El fútbol tiene estas cosas. Que de la pasión a la intrascendencia hay una delgada línea. Y el desenlace de esta fase de grupos de Champions League donde el Real Madrid llegaba a Bélgica sabiendo que accedería a octavos como segundo sí o sí fue la premisa perfecta para crear un partido totalmente carente de interés. Los esfuerzos por ver si Jovic marcaba un gol o Isco inventaba algo se intercalaban con si a Joao Félix le dejaban tirar un penalti o si Neymar seguía haciendo diabluras junto a Mbappé ante el Galatasaray.

Porque sí, el foco estaba en otro lado muy lejos de ese estadio Jan Breydel de Brujas. Estaba en un posible bombo de octavos donde ojo a quiénes serán los primeros: PSG, Bayern, City, Juventus, Liverpool, Barça, Leipzig y Valencia por un nada desdeñable conjunto de segundos: Real Madrid, Tottenham, Atalanta, Atleti, Nápoles, Dortmund, Lyon y Chelsea. Una infinidad de combinaciones con las que hubo tiempo de sobra para especular mientras Brujas y Real Madrid continuaban jugando.
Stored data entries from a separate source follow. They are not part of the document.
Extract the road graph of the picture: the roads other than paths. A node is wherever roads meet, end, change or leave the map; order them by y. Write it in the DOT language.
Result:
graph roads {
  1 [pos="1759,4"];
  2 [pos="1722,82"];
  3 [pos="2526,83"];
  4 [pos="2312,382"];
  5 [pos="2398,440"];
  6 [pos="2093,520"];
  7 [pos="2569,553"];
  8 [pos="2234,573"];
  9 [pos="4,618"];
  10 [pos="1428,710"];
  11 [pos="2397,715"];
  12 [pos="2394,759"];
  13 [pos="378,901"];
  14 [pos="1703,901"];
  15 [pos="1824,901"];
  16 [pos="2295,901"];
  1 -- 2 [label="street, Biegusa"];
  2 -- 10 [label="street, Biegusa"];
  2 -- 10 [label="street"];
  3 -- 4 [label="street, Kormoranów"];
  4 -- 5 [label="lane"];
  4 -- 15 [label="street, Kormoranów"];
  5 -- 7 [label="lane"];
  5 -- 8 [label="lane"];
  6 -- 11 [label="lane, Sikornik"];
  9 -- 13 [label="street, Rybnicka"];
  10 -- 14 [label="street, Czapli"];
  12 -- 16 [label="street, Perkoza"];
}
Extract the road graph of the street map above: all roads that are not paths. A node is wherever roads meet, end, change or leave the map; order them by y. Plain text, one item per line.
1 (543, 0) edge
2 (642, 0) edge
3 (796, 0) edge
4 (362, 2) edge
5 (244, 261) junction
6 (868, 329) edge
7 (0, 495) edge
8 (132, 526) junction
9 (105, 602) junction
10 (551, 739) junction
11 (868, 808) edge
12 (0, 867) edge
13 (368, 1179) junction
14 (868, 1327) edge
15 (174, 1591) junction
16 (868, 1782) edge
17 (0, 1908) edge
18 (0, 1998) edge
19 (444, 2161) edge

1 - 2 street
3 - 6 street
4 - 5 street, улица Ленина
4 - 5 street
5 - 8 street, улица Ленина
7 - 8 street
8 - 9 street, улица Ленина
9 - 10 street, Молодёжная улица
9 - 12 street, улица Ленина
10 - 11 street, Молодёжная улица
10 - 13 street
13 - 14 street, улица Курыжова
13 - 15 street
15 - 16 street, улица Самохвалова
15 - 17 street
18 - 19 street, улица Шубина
Pero este deporte, que es así, soberano del espectáculo, nos dio una tregua al sopor tremebundo que estábamos mirando sin ver cuando el exterior de Luka Modric se encendió, Odriozola apareció por primera vez en la temporada y Rodrygo la puso con música con la izquierda para recordarnos que no estaba ahí por causalidad. Dos minutos de frenesí que Vanaken correspondió perforando la portería de Areola y que Vinícius, poco después, cerró con un tanto tras pescar en un área pequeña revuelta.

Espejismo de algo más donde, por cierto, el Madrid al fin y al cabo estaba cumpliendo... como hizo Modric en el descuento para poner el 1-3, cerrar este prescindible trámite y volverse a Madrid tras un partido cuyo guion ya estaba escrito antes de despegar de Barajas. Pero lo bueno de todo, no se engañen, es que a partir de febrero nada puede ser peor.